Lagging Behind Britain And The Euro

The debate about the euro in Britain has changed dramatically since the
introduction of euro notes and coins on 1 January 2002. This shift should
give pro-Europeans every confidence that a referendum on the single
currency can be won. Consequently, it has already left anti-Europeans appearing
disheartened and disoriented.
This historic changeover to the euro was obviously a profound change
for the 300 million citizens of the twelve countries that adopted
the currency. It was a revolution on Britain’s doorstep that has practical
implications for most British citizens.
Most obviously, Britons make 40 million visits to the euro-zone every
year, either on business or holiday.

From 28 February, when the old European
currencies were finally withdrawn from circulation, these visitors will have to
use the euro exclusively.
In addition, tourists from the euro-zone are expected to make 13 million
visits to Britain this year. Those visitors will come here with euros in their pockets,
thus any British business that is able to deal in euros will have a significant
advantage in competing for European tourist business from now on.
There is already some anecdotal evidence of hotels that do not accept
euros losing out to those that can. More worryingly for the British economy,
there is a serious risk that European tourists may choose to holiday within the euro-zone rather than incurring the money-exchanging costs and extra
inconvenience that a trip to Britain would entail.
British firms have every reason to complain that the British government
did not do enough to prepare business for this momentous change.

More could
and should have been done. After all, two years ago the government spent? 60
million raising public and business awareness of the millennium bug, and? 380
million tackling the threat to its own systems. It even set up a company, Action
2000, to give the issue a high-profile.
By way of contrast, Gordon Brown, the Chancellor of the Exchequer,
disclosed in November 2001 that the Treasury had only spent? 9.

9 million on
preparing British firms for the introduction of the euro. This negligence on the
practical question of preparations for the euro may well leave British businesses
vulnerable in commercial terms.
The Impact of 1 January
Prior to 1 January, most British people took little interest in the issue of whether
or not Britain should join the single currency. The euro was an intangible, virtual
currency. Although it had already had a major impact on British businesses, it
was not a visible reality for the vast majority of British people.
In fact, most British people knew little about the euro; as a result, they
told opinion pollsters they did not support British membership of the euro yet.

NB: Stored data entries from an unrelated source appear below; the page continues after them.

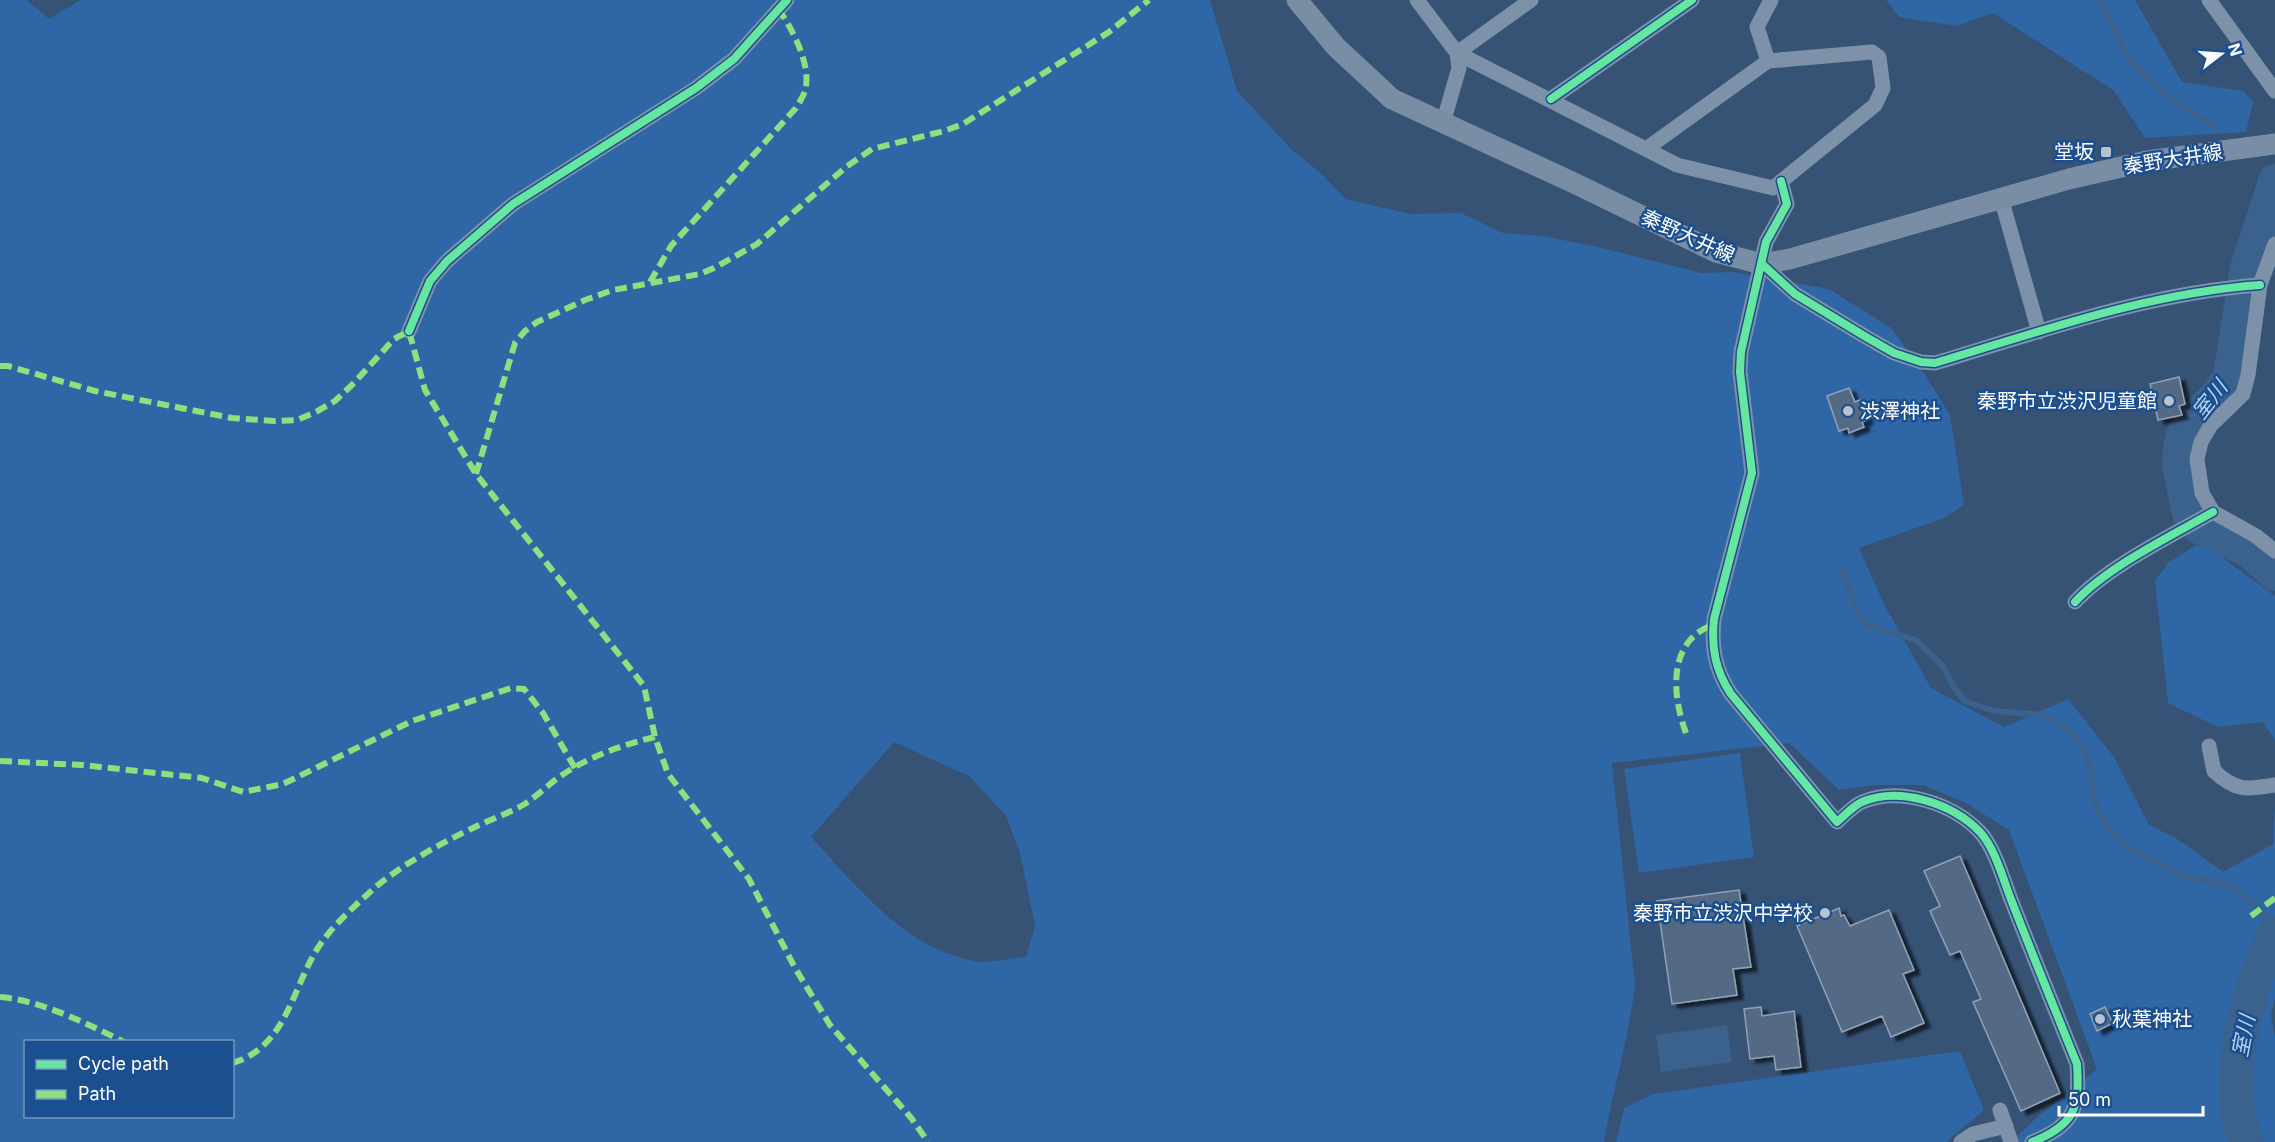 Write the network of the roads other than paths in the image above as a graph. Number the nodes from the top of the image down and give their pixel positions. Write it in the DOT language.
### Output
graph roads {
  1 [pos="787,0"];
  2 [pos="1298,0"];
  3 [pos="1417,0"];
  4 [pos="1531,0"];
  5 [pos="1692,0"];
  6 [pos="1771,0"];
  7 [pos="2209,0"];
  8 [pos="1457,53"];
  9 [pos="1768,61"];
  10 [pos="2275,91"];
  11 [pos="1551,99"];
  12 [pos="1443,123"];
  13 [pos="2275,144"];
  14 [pos="1646,149"];
  15 [pos="1781,181"];
  16 [pos="2001,198"];
  17 [pos="2275,244"];
  18 [pos="1762,264"];
  19 [pos="2257,285"];
  20 [pos="409,331"];
  21 [pos="2039,332"];
  22 [pos="2209,514"];
  23 [pos="2275,551"];
  24 [pos="2075,602"];
  25 [pos="2209,746"];
  26 [pos="2275,785"];
  27 [pos="2000,1110"];
  28 [pos="2006,1126"];
  29 [pos="1961,1142"];
  30 [pos="2011,1142"];
  31 [pos="2032,1142"];
  1 -- 20 [label="street"];
  2 -- 12 [label="main road, 秦野大井線"];
  3 -- 8 [label="street"];
  4 -- 8 [label="street"];
  5 -- 11 [label="street"];
  6 -- 9 [label="street"];
  7 -- 10 [label="street"];
  8 -- 11 [label="street"];
  8 -- 12 [label="street"];
  9 -- 14 [label="street"];
  9 -- 15 [label="street"];
  11 -- 14 [label="street"];
  12 -- 18 [label="main road, 秦野大井線"];
  13 -- 16 [label="main road, 秦野大井線"];
  14 -- 15 [label="street"];
  15 -- 18 [label="street"];
  16 -- 18 [label="main road, 秦野大井線"];
  16 -- 21 [label="street"];
  17 -- 19 [label="street"];
  18 -- 21 [label="street"];
  18 -- 31 [label="street"];
  19 -- 21 [label="street"];
  19 -- 22 [label="street"];
  22 -- 23 [label="street"];
  22 -- 24 [label="street"];
  25 -- 26 [label="street"];
  27 -- 28 [label="street"];
  28 -- 29 [label="street"];
  28 -- 30 [label="street"];
} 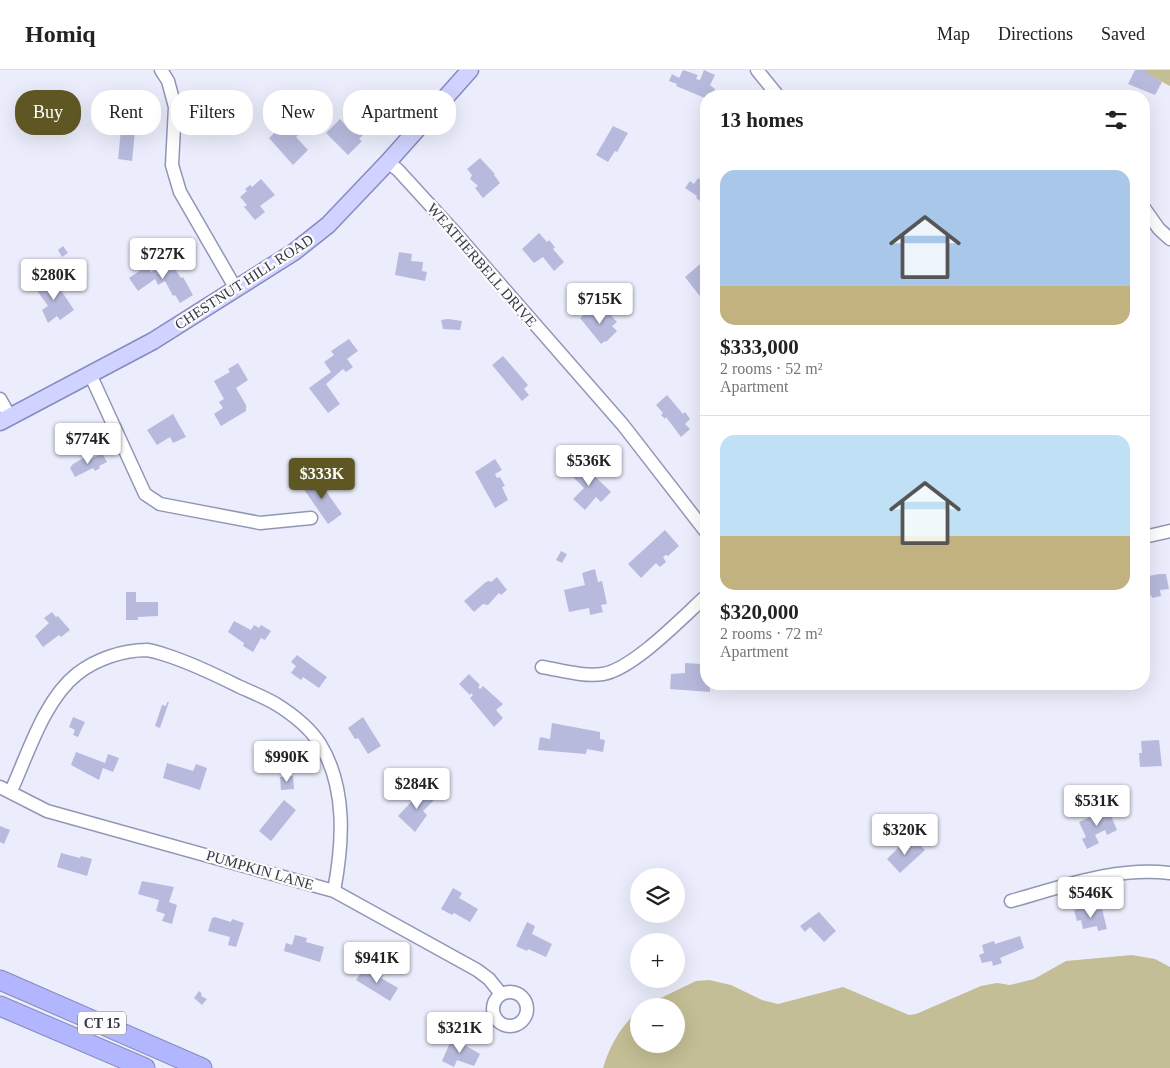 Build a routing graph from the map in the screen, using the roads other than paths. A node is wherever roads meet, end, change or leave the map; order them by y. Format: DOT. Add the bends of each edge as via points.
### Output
graph roads {
  1 [pos="161,70"];
  2 [pos="470,70"];
  3 [pos="757,70"];
  4 [pos="773,90"];
  5 [pos="388,162"];
  6 [pos="1150,216"];
  7 [pos="1170,239"];
  8 [pos="236,289"];
  9 [pos="90,374"];
  10 [pos="0,399"];
  11 [pos="5,419"];
  12 [pos="311,518"];
  13 [pos="700,524"];
  14 [pos="1170,531"];
  15 [pos="1150,535"];
  16 [pos="700,601"];
  17 [pos="542,667"];
  18 [pos="6,789"];
  19 [pos="1170,872"];
  20 [pos="334,891"];
  21 [pos="1011,902"];
  22 [pos="0,980"];
  23 [pos="501,994"];
  24 [pos="0,1006"];
  25 [pos="145,1068"];
  26 [pos="202,1068"];
  1 -- 8 [label="street" via="168,81 175,107 172,165 180,192"];
  2 -- 5 [label="main road, CHESTNUT HILL ROAD"];
  3 -- 4 [label="street"];
  5 -- 8 [label="main road, CHESTNUT HILL ROAD" via="328,225 288,256"];
  5 -- 13 [label="street, WEATHERBELL DRIVE" via="451,228 623,425"];
  6 -- 7 [label="street"];
  8 -- 9 [label="main road, CHESTNUT HILL ROAD" via="153,341"];
  9 -- 11 [label="main road, CHESTNUT HILL ROAD"];
  9 -- 12 [label="street" via="145,494 160,504 260,523"];
  10 -- 11 [label="street"];
  14 -- 15 [label="street"];
  16 -- 17 [label="street" via="657,640 619,668 604,674 589,674"];
  18 -- 20 [label="street, PUMPKIN LANE" via="47,811"];
  18 -- 20 [label="street" via="47,711 76,674 121,653 149,650 190,662 276,704 320,743 338,792 341,856"];
  19 -- 21 [label="street" via="1136,871 1105,876"];
  20 -- 23 [label="street, PUMPKIN LANE" via="478,970"];
  22 -- 26 [label="highway, CT 15"];
  24 -- 25 [label="highway, CT 15"];
}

However, public opinion polls carried out since 1 January have showed
substantial rises in public support for the euro. Although it is expected that
support will fall away in the coming months, it indicates that opposition to the
euro is shallow and moveable.
Support for joining the euro among British business has risen dramatically
over the past few months. An HSBC survey of 14, 000 companies, mostly small
and medium-sized, carried out after 1 January, showed that 61 percent now
believe that euro membership would benefit their company. The figure was only
23 percent in 1999. The annual MORI Captains of Industry Survey of FTSE
500 senior board directors found that 59 percent would like Britain to join the
euro in the near future.

The figure was 44 percent in 2000.
Additionally, polls show rising public and business support for a sooner
rather than later referendum on the issue. A recent Institute of Management
survey found that 64 percent of managers think that 2002 should be the year
the government makes clear its timetable for British entry. Significantly, a poll
of public opinion carried out in February 2002 found that 67 percent of the
general public wanted the issue resolved soon by a referendum.
As a result of this dramatic shift in public opinion, and the momentum
that it has given to the pro-euro campaign, speculation is growing that the
government will call a referendum in the Spring of 2003. Pressure from business
and political leaders for the government to announce its intentions has been
intense.

The introduction of the euro has made people aware that there is a
political and economic price to be paid for Britain’s isolation from the new
currency.
The Price of Isolation
Isolation from the euro carries serious risks for Britain. As long as Britain’s
position remains uncertain, it risks losing trade, inward investment, and jobs.
And of course British consumers will continue to be burdened by the highest
price levels in Europe.
Britain has long been a trading nation. For the past 200 years our
economic success and the prosperity of our people have depended on our ability
to trade competitively with our partners in other countries.

Today, Europe is
Britain’s most important trading partner. Over half of our trade is with the
countries of the European Union, and almost 60 percent of British exports go
to those countries. It is estimated that 750, 000 British businesses are involved
in trade with Europe.
Britain’s trade with its European partners has expanded dramatically
since it joined the European Union in 1973. At that time, only 35 percent of
British exports were destined for European markets. Over time, the European
Union has systematically removed tariff and non-tariff barriers to trade between
its members.

This liberalization has been of enormous benefit to Britain. Indeed,
the United States is experiencing the same effect as NAFTA reduces barriers to
its trade with Canada and Mexico.
By creating a single currency, the European Union has removed the last
major barrier to trade between its members. This is a liberalizing step with
potentially enormous significance, the effects of which are already starting to
be felt in the euro-zone.
For example, in 1998, prior to the creation of the euro, German imports
and exports to other euro-zone countries accounted for 27.

2 percent of GDP.
By 2001-even before the notes and coins had been introduced-that share
had risen to 31. 4 percent. This phenomenal rise has been replicated in other
euro-zone countries. In France, the corresponding figures are 28 and 32 percent.
In Italy, 23 and 24.

4 percent.
By contrast, Britain’s imports and exports to the EU have fallen slightly
as a share of GDP, from 23. 4 to 23 percent. Britain is already missing out on the
trade boost-and therefore to our national prosperity-that the euro is already
starting to deliver for its members.
In the long term, this effect could be enormous. One U.

S. academic,
Professor Andrew Rose of the University of California, has predicted that
membership of a common currency could triple the amount of trade between
member countries over 20 years. Even if this proves to be an overestimate, the
fact that Canadian provinces do twenty times as much trade with each other as
they do with U. S. states an equal distance away, and with whom they share
culture, language, and a single market must tell us something about the importance
of a separate currency as a barrier to international trade.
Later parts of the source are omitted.